--- WHAT YOU WILL DO ---
Once more, print the records exactly as given.

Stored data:
»»

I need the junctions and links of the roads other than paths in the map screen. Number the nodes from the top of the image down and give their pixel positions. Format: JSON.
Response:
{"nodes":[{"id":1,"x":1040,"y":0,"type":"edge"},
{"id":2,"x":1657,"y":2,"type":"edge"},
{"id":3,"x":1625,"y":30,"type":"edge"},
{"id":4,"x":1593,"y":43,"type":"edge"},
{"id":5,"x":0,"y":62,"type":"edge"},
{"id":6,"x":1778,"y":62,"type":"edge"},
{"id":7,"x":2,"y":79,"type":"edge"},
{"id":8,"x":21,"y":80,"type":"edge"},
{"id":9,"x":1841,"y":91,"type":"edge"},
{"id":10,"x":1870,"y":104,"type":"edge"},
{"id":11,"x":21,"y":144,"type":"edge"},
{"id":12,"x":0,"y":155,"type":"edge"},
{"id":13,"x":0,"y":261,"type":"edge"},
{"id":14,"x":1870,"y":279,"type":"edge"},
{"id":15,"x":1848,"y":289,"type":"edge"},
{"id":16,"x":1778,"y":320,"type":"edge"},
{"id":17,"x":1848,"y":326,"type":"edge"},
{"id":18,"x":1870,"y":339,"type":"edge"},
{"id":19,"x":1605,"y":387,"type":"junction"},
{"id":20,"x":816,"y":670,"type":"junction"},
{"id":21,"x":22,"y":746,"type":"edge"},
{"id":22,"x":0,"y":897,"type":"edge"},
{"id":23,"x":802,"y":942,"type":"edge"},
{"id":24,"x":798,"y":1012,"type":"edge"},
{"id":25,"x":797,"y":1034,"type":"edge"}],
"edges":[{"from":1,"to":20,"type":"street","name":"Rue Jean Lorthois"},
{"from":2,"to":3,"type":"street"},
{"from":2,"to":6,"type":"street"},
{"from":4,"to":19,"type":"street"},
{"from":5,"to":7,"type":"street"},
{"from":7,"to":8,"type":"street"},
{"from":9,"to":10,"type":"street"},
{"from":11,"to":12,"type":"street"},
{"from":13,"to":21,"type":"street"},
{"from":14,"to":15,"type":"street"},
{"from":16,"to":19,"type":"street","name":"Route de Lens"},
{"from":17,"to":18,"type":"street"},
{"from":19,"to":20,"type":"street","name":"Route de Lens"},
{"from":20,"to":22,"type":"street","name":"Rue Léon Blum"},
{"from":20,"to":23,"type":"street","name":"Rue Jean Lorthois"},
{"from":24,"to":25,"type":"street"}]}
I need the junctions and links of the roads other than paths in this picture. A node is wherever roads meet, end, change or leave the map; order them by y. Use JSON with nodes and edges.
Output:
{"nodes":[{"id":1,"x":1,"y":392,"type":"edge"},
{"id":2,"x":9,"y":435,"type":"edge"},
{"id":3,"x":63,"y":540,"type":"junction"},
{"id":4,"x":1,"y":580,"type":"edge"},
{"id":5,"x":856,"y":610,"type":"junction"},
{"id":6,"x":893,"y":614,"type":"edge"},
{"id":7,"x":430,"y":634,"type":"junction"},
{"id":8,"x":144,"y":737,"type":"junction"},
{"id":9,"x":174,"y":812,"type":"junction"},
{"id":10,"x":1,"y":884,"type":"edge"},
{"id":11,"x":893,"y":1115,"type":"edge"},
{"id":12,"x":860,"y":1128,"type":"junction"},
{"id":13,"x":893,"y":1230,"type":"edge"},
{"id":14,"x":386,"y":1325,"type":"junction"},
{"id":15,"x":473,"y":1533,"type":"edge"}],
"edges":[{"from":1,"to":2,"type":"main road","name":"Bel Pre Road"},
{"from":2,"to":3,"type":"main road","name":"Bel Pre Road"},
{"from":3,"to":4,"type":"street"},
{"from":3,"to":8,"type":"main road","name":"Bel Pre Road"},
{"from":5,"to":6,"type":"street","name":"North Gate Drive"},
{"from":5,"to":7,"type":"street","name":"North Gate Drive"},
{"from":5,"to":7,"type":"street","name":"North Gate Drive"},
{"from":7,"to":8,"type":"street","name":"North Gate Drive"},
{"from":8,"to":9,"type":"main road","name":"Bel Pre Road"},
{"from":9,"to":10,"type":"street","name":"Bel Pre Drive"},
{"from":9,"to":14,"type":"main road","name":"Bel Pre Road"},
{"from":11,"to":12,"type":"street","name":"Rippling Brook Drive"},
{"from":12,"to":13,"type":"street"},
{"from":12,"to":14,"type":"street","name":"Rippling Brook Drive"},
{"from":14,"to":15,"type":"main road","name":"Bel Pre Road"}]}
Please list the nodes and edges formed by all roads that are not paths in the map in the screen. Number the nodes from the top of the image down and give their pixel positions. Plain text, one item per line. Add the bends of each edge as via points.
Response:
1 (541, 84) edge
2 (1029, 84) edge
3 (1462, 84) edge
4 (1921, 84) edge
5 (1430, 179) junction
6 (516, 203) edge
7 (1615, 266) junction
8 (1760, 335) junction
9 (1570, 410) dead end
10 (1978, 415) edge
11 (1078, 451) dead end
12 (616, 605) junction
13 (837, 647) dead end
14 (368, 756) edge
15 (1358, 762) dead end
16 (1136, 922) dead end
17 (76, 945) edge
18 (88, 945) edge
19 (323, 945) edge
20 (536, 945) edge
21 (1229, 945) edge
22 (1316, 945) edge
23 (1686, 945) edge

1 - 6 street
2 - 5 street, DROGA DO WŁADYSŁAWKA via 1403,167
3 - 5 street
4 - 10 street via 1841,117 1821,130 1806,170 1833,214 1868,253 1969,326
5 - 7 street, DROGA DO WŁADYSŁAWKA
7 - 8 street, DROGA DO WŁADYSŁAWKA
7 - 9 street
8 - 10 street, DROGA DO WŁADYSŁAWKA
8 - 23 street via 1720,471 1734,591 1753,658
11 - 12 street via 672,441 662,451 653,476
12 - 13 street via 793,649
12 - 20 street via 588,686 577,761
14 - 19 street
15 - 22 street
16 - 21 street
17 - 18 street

««

--- WRITTEN SOLUTION ---
I need the junctions and links of the roads other than paths in the map screen. Number the nodes from the top of the image down and give their pixel positions. Format: JSON.
Response:
{"nodes":[{"id":1,"x":1040,"y":0,"type":"edge"},
{"id":2,"x":1657,"y":2,"type":"edge"},
{"id":3,"x":1625,"y":30,"type":"edge"},
{"id":4,"x":1593,"y":43,"type":"edge"},
{"id":5,"x":0,"y":62,"type":"edge"},
{"id":6,"x":1778,"y":62,"type":"edge"},
{"id":7,"x":2,"y":79,"type":"edge"},
{"id":8,"x":21,"y":80,"type":"edge"},
{"id":9,"x":1841,"y":91,"type":"edge"},
{"id":10,"x":1870,"y":104,"type":"edge"},
{"id":11,"x":21,"y":144,"type":"edge"},
{"id":12,"x":0,"y":155,"type":"edge"},
{"id":13,"x":0,"y":261,"type":"edge"},
{"id":14,"x":1870,"y":279,"type":"edge"},
{"id":15,"x":1848,"y":289,"type":"edge"},
{"id":16,"x":1778,"y":320,"type":"edge"},
{"id":17,"x":1848,"y":326,"type":"edge"},
{"id":18,"x":1870,"y":339,"type":"edge"},
{"id":19,"x":1605,"y":387,"type":"junction"},
{"id":20,"x":816,"y":670,"type":"junction"},
{"id":21,"x":22,"y":746,"type":"edge"},
{"id":22,"x":0,"y":897,"type":"edge"},
{"id":23,"x":802,"y":942,"type":"edge"},
{"id":24,"x":798,"y":1012,"type":"edge"},
{"id":25,"x":797,"y":1034,"type":"edge"}],
"edges":[{"from":1,"to":20,"type":"street","name":"Rue Jean Lorthois"},
{"from":2,"to":3,"type":"street"},
{"from":2,"to":6,"type":"street"},
{"from":4,"to":19,"type":"street"},
{"from":5,"to":7,"type":"street"},
{"from":7,"to":8,"type":"street"},
{"from":9,"to":10,"type":"street"},
{"from":11,"to":12,"type":"street"},
{"from":13,"to":21,"type":"street"},
{"from":14,"to":15,"type":"street"},
{"from":16,"to":19,"type":"street","name":"Route de Lens"},
{"from":17,"to":18,"type":"street"},
{"from":19,"to":20,"type":"street","name":"Route de Lens"},
{"from":20,"to":22,"type":"street","name":"Rue Léon Blum"},
{"from":20,"to":23,"type":"street","name":"Rue Jean Lorthois"},
{"from":24,"to":25,"type":"street"}]}
I need the junctions and links of the roads other than paths in this picture. A node is wherever roads meet, end, change or leave the map; order them by y. Use JSON with nodes and edges.
Output:
{"nodes":[{"id":1,"x":1,"y":392,"type":"edge"},
{"id":2,"x":9,"y":435,"type":"edge"},
{"id":3,"x":63,"y":540,"type":"junction"},
{"id":4,"x":1,"y":580,"type":"edge"},
{"id":5,"x":856,"y":610,"type":"junction"},
{"id":6,"x":893,"y":614,"type":"edge"},
{"id":7,"x":430,"y":634,"type":"junction"},
{"id":8,"x":144,"y":737,"type":"junction"},
{"id":9,"x":174,"y":812,"type":"junction"},
{"id":10,"x":1,"y":884,"type":"edge"},
{"id":11,"x":893,"y":1115,"type":"edge"},
{"id":12,"x":860,"y":1128,"type":"junction"},
{"id":13,"x":893,"y":1230,"type":"edge"},
{"id":14,"x":386,"y":1325,"type":"junction"},
{"id":15,"x":473,"y":1533,"type":"edge"}],
"edges":[{"from":1,"to":2,"type":"main road","name":"Bel Pre Road"},
{"from":2,"to":3,"type":"main road","name":"Bel Pre Road"},
{"from":3,"to":4,"type":"street"},
{"from":3,"to":8,"type":"main road","name":"Bel Pre Road"},
{"from":5,"to":6,"type":"street","name":"North Gate Drive"},
{"from":5,"to":7,"type":"street","name":"North Gate Drive"},
{"from":5,"to":7,"type":"street","name":"North Gate Drive"},
{"from":7,"to":8,"type":"street","name":"North Gate Drive"},
{"from":8,"to":9,"type":"main road","name":"Bel Pre Road"},
{"from":9,"to":10,"type":"street","name":"Bel Pre Drive"},
{"from":9,"to":14,"type":"main road","name":"Bel Pre Road"},
{"from":11,"to":12,"type":"street","name":"Rippling Brook Drive"},
{"from":12,"to":13,"type":"street"},
{"from":12,"to":14,"type":"street","name":"Rippling Brook Drive"},
{"from":14,"to":15,"type":"main road","name":"Bel Pre Road"}]}
Please list the nodes and edges formed by all roads that are not paths in the map in the screen. Number the nodes from the top of the image down and give their pixel positions. Plain text, one item per line. Add the bends of each edge as via points.
Response:
1 (541, 84) edge
2 (1029, 84) edge
3 (1462, 84) edge
4 (1921, 84) edge
5 (1430, 179) junction
6 (516, 203) edge
7 (1615, 266) junction
8 (1760, 335) junction
9 (1570, 410) dead end
10 (1978, 415) edge
11 (1078, 451) dead end
12 (616, 605) junction
13 (837, 647) dead end
14 (368, 756) edge
15 (1358, 762) dead end
16 (1136, 922) dead end
17 (76, 945) edge
18 (88, 945) edge
19 (323, 945) edge
20 (536, 945) edge
21 (1229, 945) edge
22 (1316, 945) edge
23 (1686, 945) edge

1 - 6 street
2 - 5 street, DROGA DO WŁADYSŁAWKA via 1403,167
3 - 5 street
4 - 10 street via 1841,117 1821,130 1806,170 1833,214 1868,253 1969,326
5 - 7 street, DROGA DO WŁADYSŁAWKA
7 - 8 street, DROGA DO WŁADYSŁAWKA
7 - 9 street
8 - 10 street, DROGA DO WŁADYSŁAWKA
8 - 23 street via 1720,471 1734,591 1753,658
11 - 12 street via 672,441 662,451 653,476
12 - 13 street via 793,649
12 - 20 street via 588,686 577,761
14 - 19 street
15 - 22 street
16 - 21 street
17 - 18 street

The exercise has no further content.